Recently Calvin said that we have no common interests, and therefore, no common conversational threads. He has come to find this trying, or rather, in Kee Min's words as I confided in him, he is becoming restless. Calvin has asked me to think about what we could possibly find common in our interests. As of tonight, the problem is pretty much on its way out. But at the time I wrote the self-check, I almost felt as if, I would lose yet another man. Which is no easy experience to wonder over.


I am too emotionally-old to start over, too used up, I have too much history for a good man, and honestly, I hate the starting of a new relationship because there is too much groundwork.


Has no one felt this way before? There is too much foundation to have to lay.


Firstly, you have to know where his beliefs lie in many life aspects. What is his direction in life? What do you feel about children? What does he feel about your idealistic mission- ambitions? Does his presence itself challenge your personal beliefs?


Secondly, PARENTS. Ever had the prospective mother-in-law from hell before? I have. Thankfully she is no longer the prospect.


Thirdly, do you live well together? You will know this from the very first night you ever have to spend together. Can you take his bad habits or his, yours? Or is he open to correction if there are unsavoury habits?


Also, how much history do you have to reveal? I know I always reveal too much at my own expense. Guys hate to know your history, please never reveal more than is necessary and always, always, leave out the details.

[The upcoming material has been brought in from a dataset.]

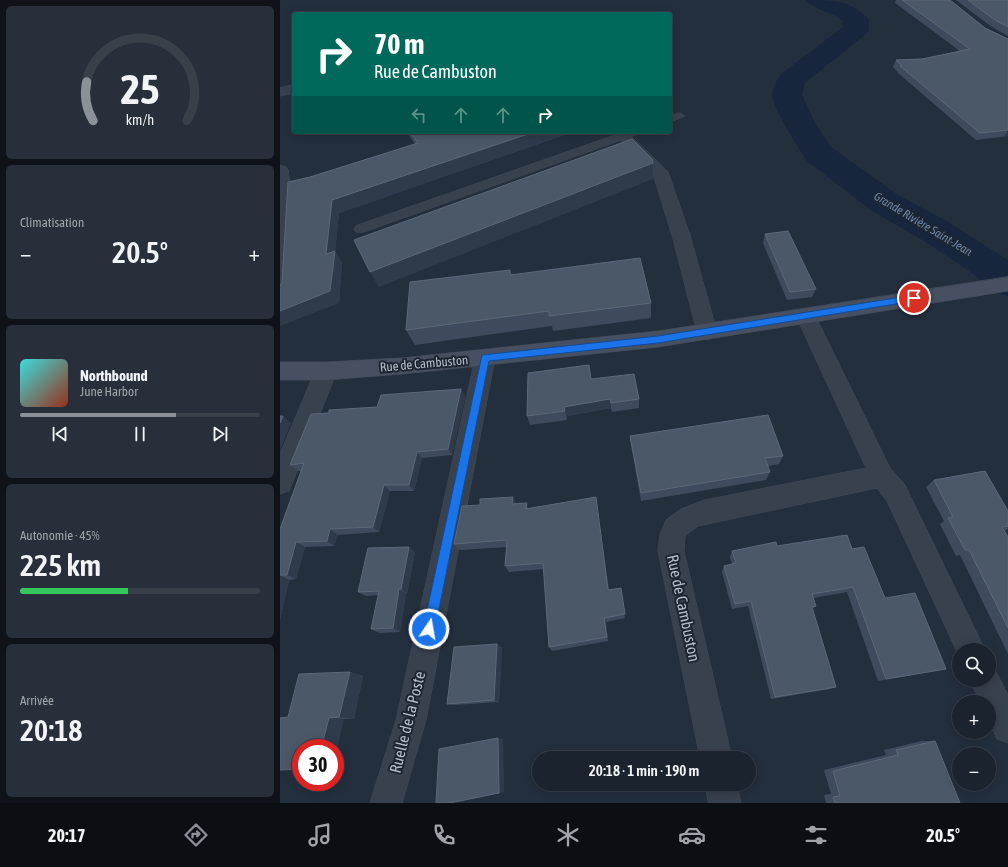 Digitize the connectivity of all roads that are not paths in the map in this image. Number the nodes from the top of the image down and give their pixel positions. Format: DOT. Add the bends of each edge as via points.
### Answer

Wait, there's more. Do your friends approve? Or him of your friends? Or you of his?


Gosh, the list is never ending. It kills the experience of meeting a nice new male stranger who you can't help but just want to know, to spend time with as often as you can, and to take home in your pockets as soon as possible. Honestly, if the fall-in-love feeling is all you want, then you just need role-play and sexual banter to make the attraction and tension ever-present in any relationship. This is how I stay in love beyond the first few weeks till every today.


Anyway, Calvin and I may have different interests, different ways of charting our life direction with God, and love completely different activities most of the time. If anything, our only common interests are clubbing because we love the same music, and anime. That will be all.

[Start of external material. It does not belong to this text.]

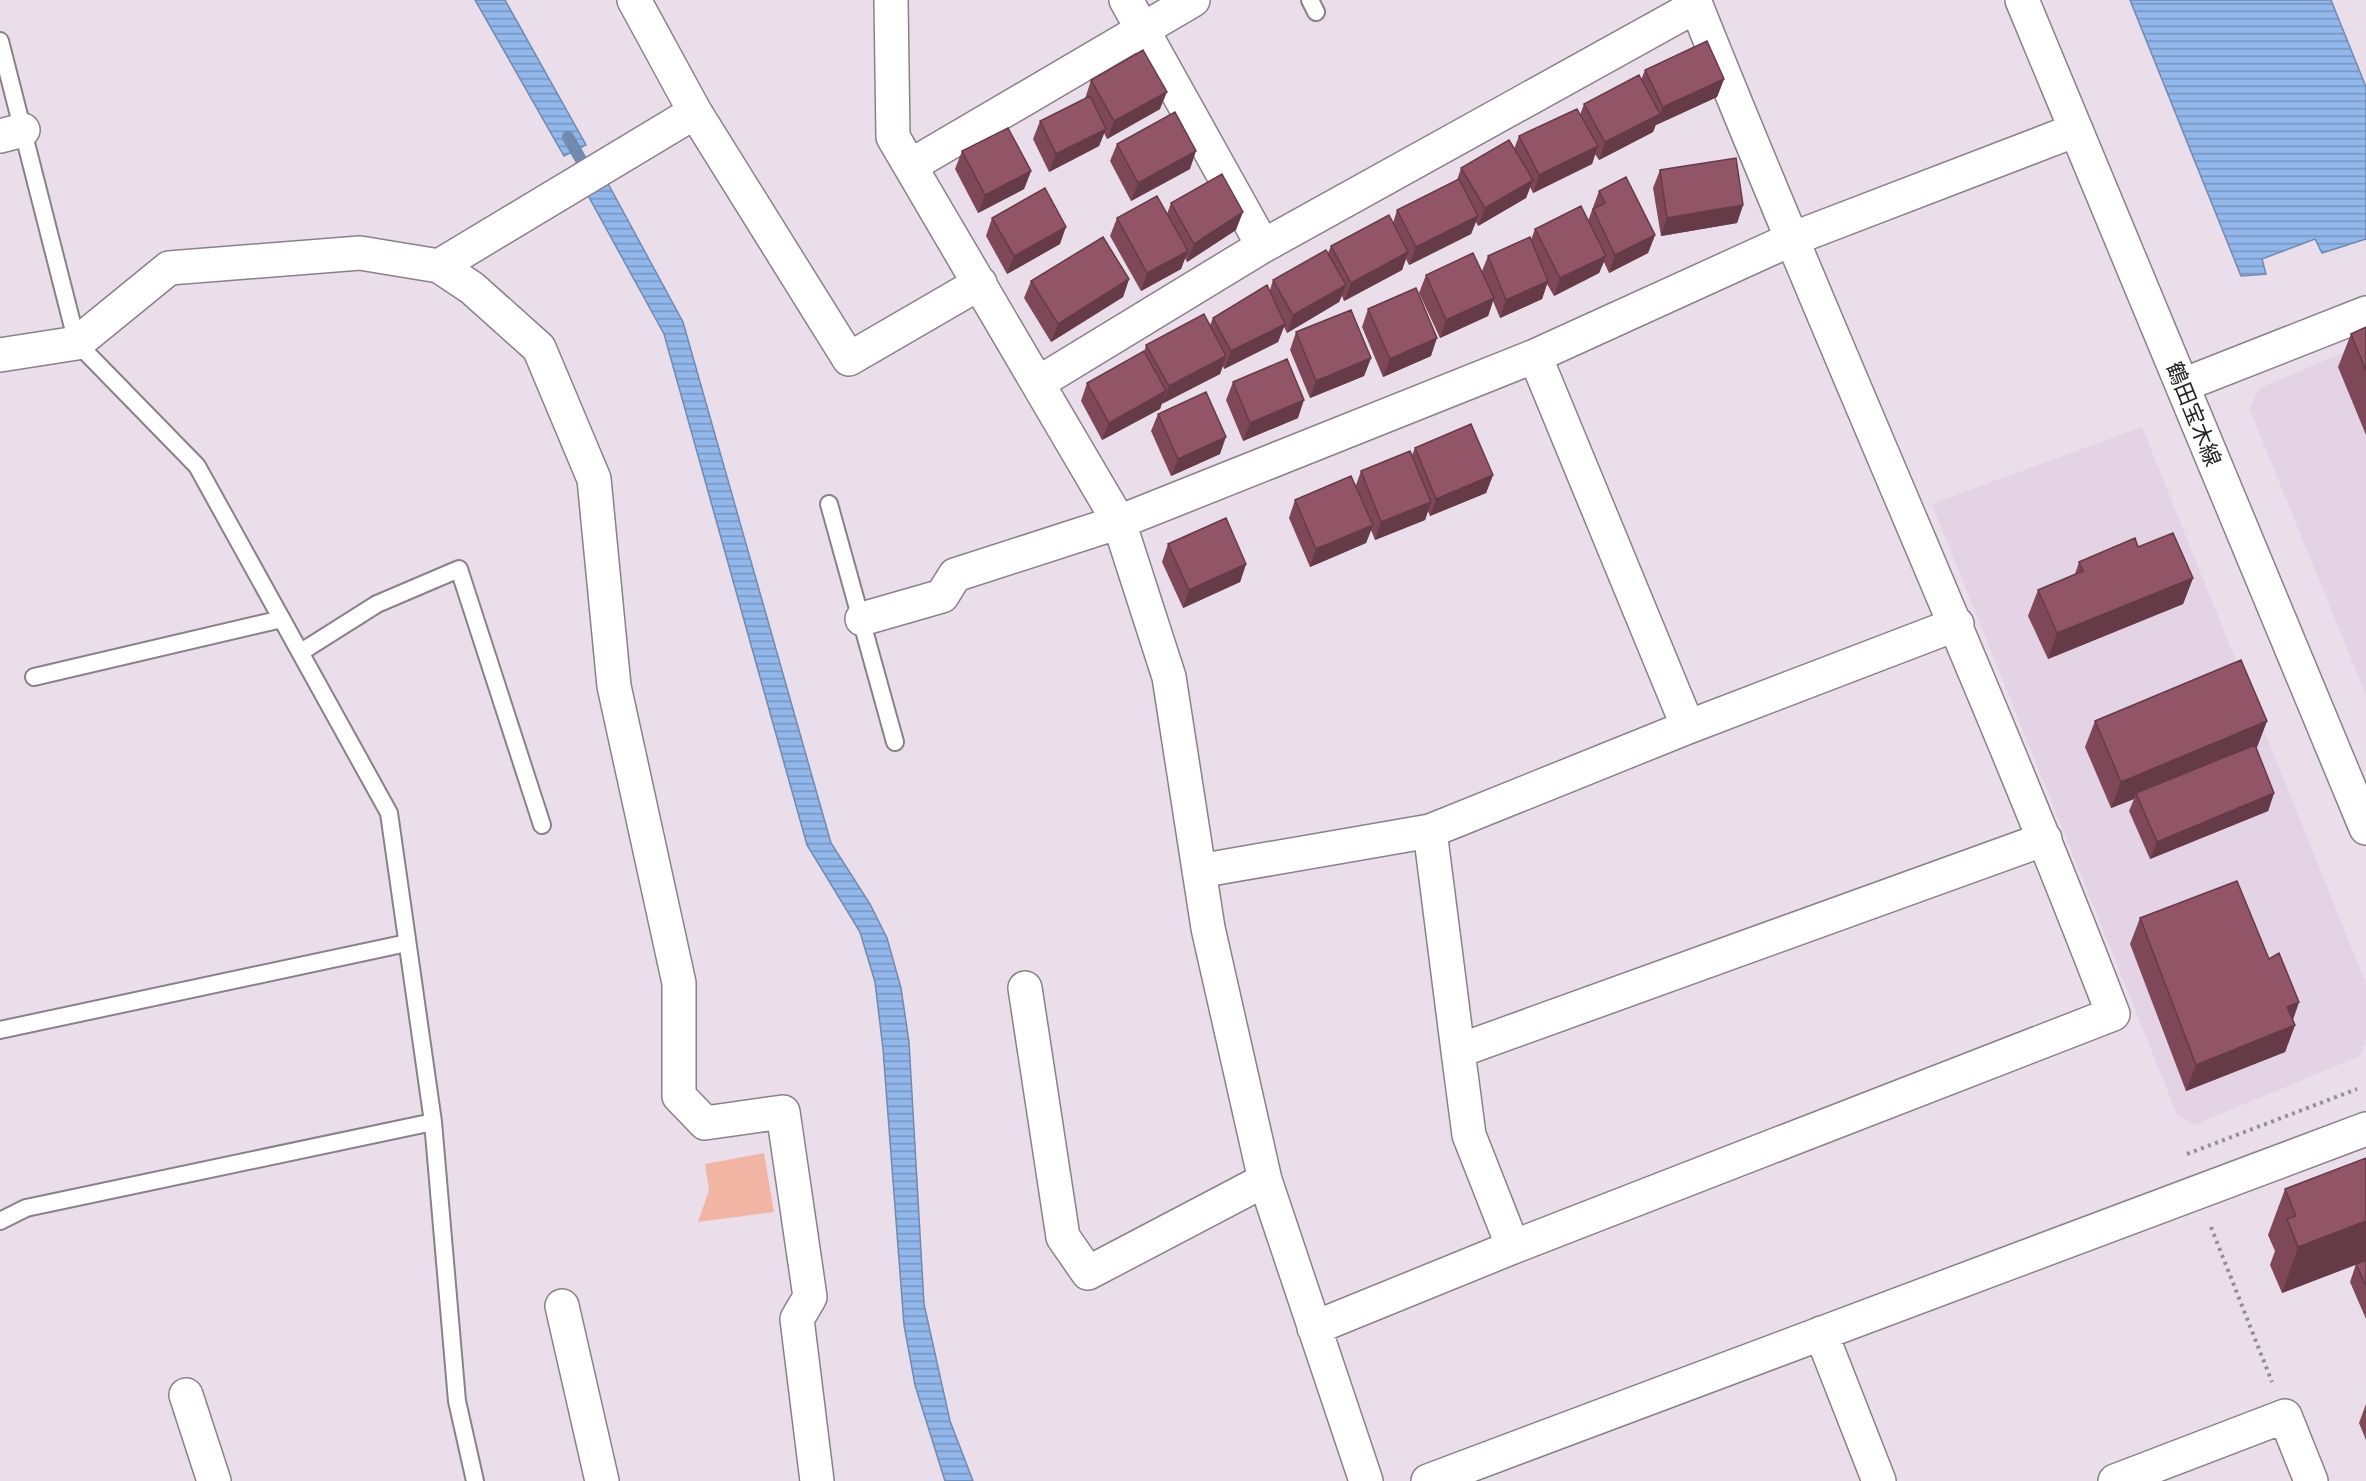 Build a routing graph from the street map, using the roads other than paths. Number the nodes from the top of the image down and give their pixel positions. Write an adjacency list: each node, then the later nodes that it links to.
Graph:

But nothing beats being with Calvin, because I love him for who he is and not what he can do with me. I can find a million art-fanatics/reading geeks/depressive solitude-seekers, but few are able to eventually become my real life companion. Love to me is like companionship, because a true companion loves you, and is able to communicate that love to you, just as you should be able to communicate the same to him. Companionship is almost everything. It encompasses intimacy, love, and communication. It is hard for love to transcend without communion.


We may not love certain things about each other, like he hates how insensitive I am (all men do, I have this disqualifying trait that generally repels them), and how I hate his (insert undesirable Calvin-trait). But somehow, because we communicate well enough, we still work things out. Not in the way some people do such as to ply with gifts, make-up sex or apologies. But really, something concrete and tangible beyond all that.


And with regards to life direction, I know that, Calvin will become a man of great influence, that he lives to want to make his life a difference to this world, and that as God directs, we will work the path out together somehow.

2 comments:

  1. it's true that having common interests is important.. but not when you have been dating the person for so long and then one party starts to talk about common interests.. it may signal something though.. that love may be low and service high.. has one party forgotten (a little) how love brought the two together in the first place.. i say this because the norm is for common interests to lay the foundation for love.. and not otherwise! the ultimate objective should be love! and because they may be so used to being together.. love becomes the silent 3rd party and things to do together takes centrestage.. common interests should be the catalyst in reaching that love in the beginning.. not when love has already found its way already..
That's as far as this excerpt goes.